4- O que as operadoras pensam sobre o tema, e o que pode mudar para os usuários no futuro próximo?
As Operadoras costumam a se planejar com um olho no futuro, pois uma decisão errada hoje pode forçá-los a fazer investimentos maiores nos anos posteriores. Hoje, sem dúvida, o foco é agregar a maior largura de banda possível para os rollouts do 5G NR. Por isso, o foco de curto prazo é o leilão das frequências de 5G. Mas já há a preocupação de como atender aos novos casos de uso em um ambiente muito mais diverso do que vemos hoje do ponto de vista de conectividade. Além disso tem que estar preparado para fazer a ampliação das redes tendo um crescimento anual médio de tráfego de dados de 25% a 35% por ano como já mencionado. Portanto, o asset mais crítico e desejado, chama-se banda. Pensando em futuro, as Operadoras em várias partes do mundo pleiteiam parte do espectro de 6 GHz que chega a ter 1200 MHz de largura de banda disponíveis. A briga por esta fatia importante de banda de frequências entre as Operadoras de redes móveis e o novo Wi-Fi 6E é tema que tem causado muitos debates.
Aqui no Brasil a ANATEL liberou o uso de frequências não licenciadas de 5,9 GHz a 7,1 GHz como bandas para o Wi-Fi 6E. O pleito das Operadoras era de reservar ao menos 700 MHz desta banda para futuro uso do 5G NR. Sem esta fatia da banda de 6 GHz as Operadoras terão mais desafios para manter o QoS das aplicações de 5G NR com o crescimento no tráfego ou a maior densidade de assinantes em hotspots.

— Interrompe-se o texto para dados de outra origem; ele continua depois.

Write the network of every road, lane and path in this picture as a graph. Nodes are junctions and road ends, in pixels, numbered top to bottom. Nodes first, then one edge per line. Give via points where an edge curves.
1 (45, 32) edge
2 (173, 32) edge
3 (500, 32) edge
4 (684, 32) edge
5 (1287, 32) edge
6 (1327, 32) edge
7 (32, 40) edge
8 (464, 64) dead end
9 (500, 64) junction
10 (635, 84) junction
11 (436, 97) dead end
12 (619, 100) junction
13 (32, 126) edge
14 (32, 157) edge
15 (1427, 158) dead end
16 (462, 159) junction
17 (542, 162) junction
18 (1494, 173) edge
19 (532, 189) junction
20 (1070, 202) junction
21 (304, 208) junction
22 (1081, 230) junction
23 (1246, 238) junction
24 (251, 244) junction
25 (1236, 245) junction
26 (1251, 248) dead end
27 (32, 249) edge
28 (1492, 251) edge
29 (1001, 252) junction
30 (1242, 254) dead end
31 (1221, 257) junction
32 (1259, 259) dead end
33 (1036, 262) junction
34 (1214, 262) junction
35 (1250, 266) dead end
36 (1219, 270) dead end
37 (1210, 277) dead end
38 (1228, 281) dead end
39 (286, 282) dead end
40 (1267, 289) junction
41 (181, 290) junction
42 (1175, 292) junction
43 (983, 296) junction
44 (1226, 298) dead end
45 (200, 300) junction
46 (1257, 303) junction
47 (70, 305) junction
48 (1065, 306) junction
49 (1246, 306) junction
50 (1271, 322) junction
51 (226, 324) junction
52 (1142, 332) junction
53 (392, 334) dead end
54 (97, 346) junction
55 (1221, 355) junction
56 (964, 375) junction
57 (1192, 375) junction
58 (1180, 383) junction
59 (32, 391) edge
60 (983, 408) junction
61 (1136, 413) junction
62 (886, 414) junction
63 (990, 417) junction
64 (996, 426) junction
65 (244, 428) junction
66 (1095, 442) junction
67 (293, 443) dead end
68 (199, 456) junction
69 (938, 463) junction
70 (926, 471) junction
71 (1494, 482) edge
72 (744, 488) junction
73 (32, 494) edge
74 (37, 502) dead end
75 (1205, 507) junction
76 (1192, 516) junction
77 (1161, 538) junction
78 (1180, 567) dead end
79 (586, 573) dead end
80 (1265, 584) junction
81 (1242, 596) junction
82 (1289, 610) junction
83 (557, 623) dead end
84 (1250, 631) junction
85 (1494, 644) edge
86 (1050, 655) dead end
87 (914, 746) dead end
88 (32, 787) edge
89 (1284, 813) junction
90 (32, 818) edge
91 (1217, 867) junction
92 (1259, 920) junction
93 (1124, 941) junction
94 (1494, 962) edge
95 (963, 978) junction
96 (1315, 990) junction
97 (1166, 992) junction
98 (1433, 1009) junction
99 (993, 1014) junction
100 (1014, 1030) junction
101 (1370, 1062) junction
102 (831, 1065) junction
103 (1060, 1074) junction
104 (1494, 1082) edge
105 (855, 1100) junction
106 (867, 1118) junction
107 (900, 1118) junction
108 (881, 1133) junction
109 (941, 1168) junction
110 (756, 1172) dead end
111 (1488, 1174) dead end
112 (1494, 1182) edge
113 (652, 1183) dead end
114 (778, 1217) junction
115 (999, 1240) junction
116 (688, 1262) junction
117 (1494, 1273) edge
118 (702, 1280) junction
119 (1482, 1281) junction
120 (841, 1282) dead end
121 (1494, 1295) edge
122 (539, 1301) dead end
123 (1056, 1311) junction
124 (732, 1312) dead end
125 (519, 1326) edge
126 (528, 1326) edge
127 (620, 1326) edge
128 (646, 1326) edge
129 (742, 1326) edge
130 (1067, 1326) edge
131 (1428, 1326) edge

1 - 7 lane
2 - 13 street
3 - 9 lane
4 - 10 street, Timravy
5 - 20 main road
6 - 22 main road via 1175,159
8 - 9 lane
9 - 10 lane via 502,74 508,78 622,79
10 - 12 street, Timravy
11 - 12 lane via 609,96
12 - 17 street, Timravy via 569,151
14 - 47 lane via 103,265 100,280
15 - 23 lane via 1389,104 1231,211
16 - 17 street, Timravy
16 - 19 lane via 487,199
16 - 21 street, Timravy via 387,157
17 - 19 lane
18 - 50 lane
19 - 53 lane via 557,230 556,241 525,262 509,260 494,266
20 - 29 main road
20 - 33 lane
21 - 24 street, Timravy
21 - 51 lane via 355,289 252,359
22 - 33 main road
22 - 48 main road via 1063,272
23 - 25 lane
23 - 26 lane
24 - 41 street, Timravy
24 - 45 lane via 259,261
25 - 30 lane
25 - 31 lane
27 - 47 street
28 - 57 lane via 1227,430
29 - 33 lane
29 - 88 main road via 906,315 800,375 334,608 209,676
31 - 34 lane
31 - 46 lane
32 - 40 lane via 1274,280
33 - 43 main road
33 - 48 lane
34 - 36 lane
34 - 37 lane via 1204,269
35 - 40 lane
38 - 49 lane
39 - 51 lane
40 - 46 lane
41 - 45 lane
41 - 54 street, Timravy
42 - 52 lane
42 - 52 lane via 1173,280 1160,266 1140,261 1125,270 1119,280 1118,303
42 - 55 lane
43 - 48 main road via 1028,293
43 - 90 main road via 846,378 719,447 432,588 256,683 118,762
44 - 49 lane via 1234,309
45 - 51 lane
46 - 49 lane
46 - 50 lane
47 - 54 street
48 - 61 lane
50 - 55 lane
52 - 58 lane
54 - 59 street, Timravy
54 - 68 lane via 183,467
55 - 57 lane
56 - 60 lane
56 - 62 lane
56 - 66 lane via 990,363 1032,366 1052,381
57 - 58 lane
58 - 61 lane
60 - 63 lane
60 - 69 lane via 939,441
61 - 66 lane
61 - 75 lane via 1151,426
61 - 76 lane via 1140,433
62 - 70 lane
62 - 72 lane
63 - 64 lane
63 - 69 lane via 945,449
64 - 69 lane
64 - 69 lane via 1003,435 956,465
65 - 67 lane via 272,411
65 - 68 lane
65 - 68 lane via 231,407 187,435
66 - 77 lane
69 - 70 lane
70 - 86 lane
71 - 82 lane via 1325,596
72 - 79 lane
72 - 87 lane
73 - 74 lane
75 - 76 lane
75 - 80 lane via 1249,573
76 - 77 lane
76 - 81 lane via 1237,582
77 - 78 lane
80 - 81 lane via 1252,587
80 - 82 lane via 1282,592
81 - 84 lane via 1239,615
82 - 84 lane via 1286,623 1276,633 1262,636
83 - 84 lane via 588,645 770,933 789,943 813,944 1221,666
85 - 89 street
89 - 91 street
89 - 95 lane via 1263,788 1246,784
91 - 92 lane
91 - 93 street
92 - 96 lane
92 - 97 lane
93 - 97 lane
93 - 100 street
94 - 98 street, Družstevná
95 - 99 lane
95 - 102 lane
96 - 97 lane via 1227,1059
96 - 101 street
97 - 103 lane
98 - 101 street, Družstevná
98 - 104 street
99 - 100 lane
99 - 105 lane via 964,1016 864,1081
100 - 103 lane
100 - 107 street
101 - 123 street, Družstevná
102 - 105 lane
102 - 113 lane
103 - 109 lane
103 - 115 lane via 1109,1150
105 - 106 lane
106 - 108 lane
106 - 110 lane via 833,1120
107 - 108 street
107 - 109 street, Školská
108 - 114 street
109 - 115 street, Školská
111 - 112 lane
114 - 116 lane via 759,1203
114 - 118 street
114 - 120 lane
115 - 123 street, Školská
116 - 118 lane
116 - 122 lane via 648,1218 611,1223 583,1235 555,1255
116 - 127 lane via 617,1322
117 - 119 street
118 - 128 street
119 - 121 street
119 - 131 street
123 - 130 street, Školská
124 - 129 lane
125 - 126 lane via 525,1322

As demandas da Indústria 4.0 são exemplos disto. Há, entretanto, o 5G NR-U que foi lançado pelo 3GPP no release 16, similar ao LAA (license-assisted access) do LTE, que possibilita a combinação das bandas licenciadas e não licenciadas para aumentar o desempenho das conexões e melhorar a experiência dos usuários. À primeira vista, o NR-U adiciona complexidade às redes, mas há que pesar também os benefícios, custos e desvantagens potenciais desta abordagem.
Bem, seguramente há um debate mais longo aqui, mas fica claro cada vez mais que a Coexistência das tecnologias só aumenta, assim como as vantagens para a sociedade que a cada dia está mais conectada.
*Engenheiro eletrônico com 35 anos de experiência no setor de telecomunicações, na QMC lidera os times LatAm de design, implementação e O&M/NOC de alguns dos produtos da empresa, em especial o DAS. Considerado no Brasil um dos executivos de telecomunicações com mais experiência na área de RF, Augusto também possui experiência em outras áreas técnicas relacionadas à redes de telecomunicações; das principais tecnologias IP e de transporte, a todos os tipos de redes de acesso móvel que operaram nos últimos 25 anos, desde a introdução do AMPS no Brasil no início dos anos 90. Trabalhou na Ericsson Telecomunicações (22 anos), LCC International, Philips Telecom, Splice, COMCAST e Instituto de Pesquisas Espaciais – INPE. Na Ericsson liderou as áreas de design, planejamento e otimização de rede por mais de 10 anos, gerenciando a construção de mais de 10.000 sites de telefonia celular. Criou o MICC – Market In-Building Competence Center que projetou e implementou mais de 550 projetos de indoor no Brasil e em outros países da América Latina. Na Ericsson, ele foi responsável pelo primeiro projeto de virtualização comercial do mundo (vEPC).